Farmers' Museum hosts Fiber Arts Weekend

Sarah Eames | The Daily StarGarry Aney, an employee at The Farmers’ Museum, demonstrates the process of twisting twine into rope Sunday, Sept. 29, during the museum’s Fiber Arts Weekend festivities.

 

COOPERSTOWN — The Farmers’ Museum welcomed hundreds of visitors Saturday and Sunday for its Fiber Arts Weekend festivities.

Museum staff demonstrated how to card wool to refine the fibers, spin thread, weave fabrics, knit and crochet, and visitors participated in a variety of hands-on activities, including spinning wool on a drop spindle, felting, dyeing yarn and quilting.

Garry Aney, a museum interpreter dressed in 19th-century attire, demonstrated to siblings Matthew, Daniel and Alise Montgomery, visiting from New Jersey, how to twist twine into rope at the Lippitt Farmhouse.

The process requires at least three sets of hands, Aney explained; one to crank the jacks, which spin the fibers strung between metal hooks, and two to keep the strands of twisted fibers from tangling as they’re tightened into rope.

“The whole process is one of contrary, or reversing twists,” he said. “By reversing the direction of the twist, you’re creating a balanced twist. You want those angles to lay into one another so it will be round.”

Rope is traditionally made from natural fibers such as hemp and flax, Aney said, but he used sisal twine, a member of the agave family, in the demonstration.
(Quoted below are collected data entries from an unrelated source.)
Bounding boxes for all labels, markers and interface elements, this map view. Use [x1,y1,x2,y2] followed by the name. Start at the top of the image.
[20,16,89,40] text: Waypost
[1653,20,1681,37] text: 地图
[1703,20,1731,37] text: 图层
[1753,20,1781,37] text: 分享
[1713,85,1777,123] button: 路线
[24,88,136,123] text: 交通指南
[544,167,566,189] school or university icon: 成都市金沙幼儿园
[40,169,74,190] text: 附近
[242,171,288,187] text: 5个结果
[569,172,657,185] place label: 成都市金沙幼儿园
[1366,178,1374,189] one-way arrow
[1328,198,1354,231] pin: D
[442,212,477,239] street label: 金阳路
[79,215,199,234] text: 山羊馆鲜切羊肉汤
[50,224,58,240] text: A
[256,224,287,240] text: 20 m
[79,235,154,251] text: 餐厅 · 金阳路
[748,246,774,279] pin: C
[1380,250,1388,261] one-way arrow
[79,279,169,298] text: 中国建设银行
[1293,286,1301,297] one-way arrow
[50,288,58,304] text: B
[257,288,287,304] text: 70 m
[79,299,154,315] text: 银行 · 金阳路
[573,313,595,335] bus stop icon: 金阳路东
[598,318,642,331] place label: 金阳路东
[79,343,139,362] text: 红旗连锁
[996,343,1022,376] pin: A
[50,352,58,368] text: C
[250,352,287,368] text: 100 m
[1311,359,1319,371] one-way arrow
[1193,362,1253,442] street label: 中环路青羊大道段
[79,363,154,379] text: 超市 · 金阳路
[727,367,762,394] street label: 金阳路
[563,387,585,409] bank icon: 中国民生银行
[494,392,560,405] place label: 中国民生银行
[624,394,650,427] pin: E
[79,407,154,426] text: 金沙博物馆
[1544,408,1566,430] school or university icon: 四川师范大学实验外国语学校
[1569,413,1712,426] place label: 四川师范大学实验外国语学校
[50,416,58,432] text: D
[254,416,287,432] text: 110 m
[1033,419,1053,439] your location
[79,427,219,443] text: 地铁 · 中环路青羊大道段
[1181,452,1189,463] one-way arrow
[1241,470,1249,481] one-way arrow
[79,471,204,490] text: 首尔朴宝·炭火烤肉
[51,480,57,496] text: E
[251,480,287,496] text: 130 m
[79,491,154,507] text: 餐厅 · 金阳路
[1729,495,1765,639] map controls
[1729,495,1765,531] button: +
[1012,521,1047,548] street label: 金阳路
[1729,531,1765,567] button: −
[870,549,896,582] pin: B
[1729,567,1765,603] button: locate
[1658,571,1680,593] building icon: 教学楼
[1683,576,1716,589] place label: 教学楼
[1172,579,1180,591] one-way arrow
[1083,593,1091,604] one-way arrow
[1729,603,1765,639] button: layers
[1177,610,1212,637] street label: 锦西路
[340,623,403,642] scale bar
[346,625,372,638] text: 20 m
Members of the Susquehanna Valley Quilters, based in Oneonta, and the Fenimore Quilt Club of Cooperstown showed off their works throughout the museum grounds and sold quilted blocks and fat quarters to other fabric enthusiasts.

The Susquehanna Valley Quilters sold raffle tickets for a full-size quilt titled “Aztec Sunburst.” The proceeds of the raffle are used to purchase materials for quilts and other hand-sewn items which are donated to different groups and individuals throughout the community, according to member Charlotte Axtell.

The group makes quilts for families who have lost their belongings in fire or floods, tote bags for chemotherapy patients to bring books and activities to their appointments and placemats for Meals on Wheels and other meal programs for seniors throughout the community, she said.

“We meet once a month to make different things and share ideas,” Axtell said. “It’s a great group of women.”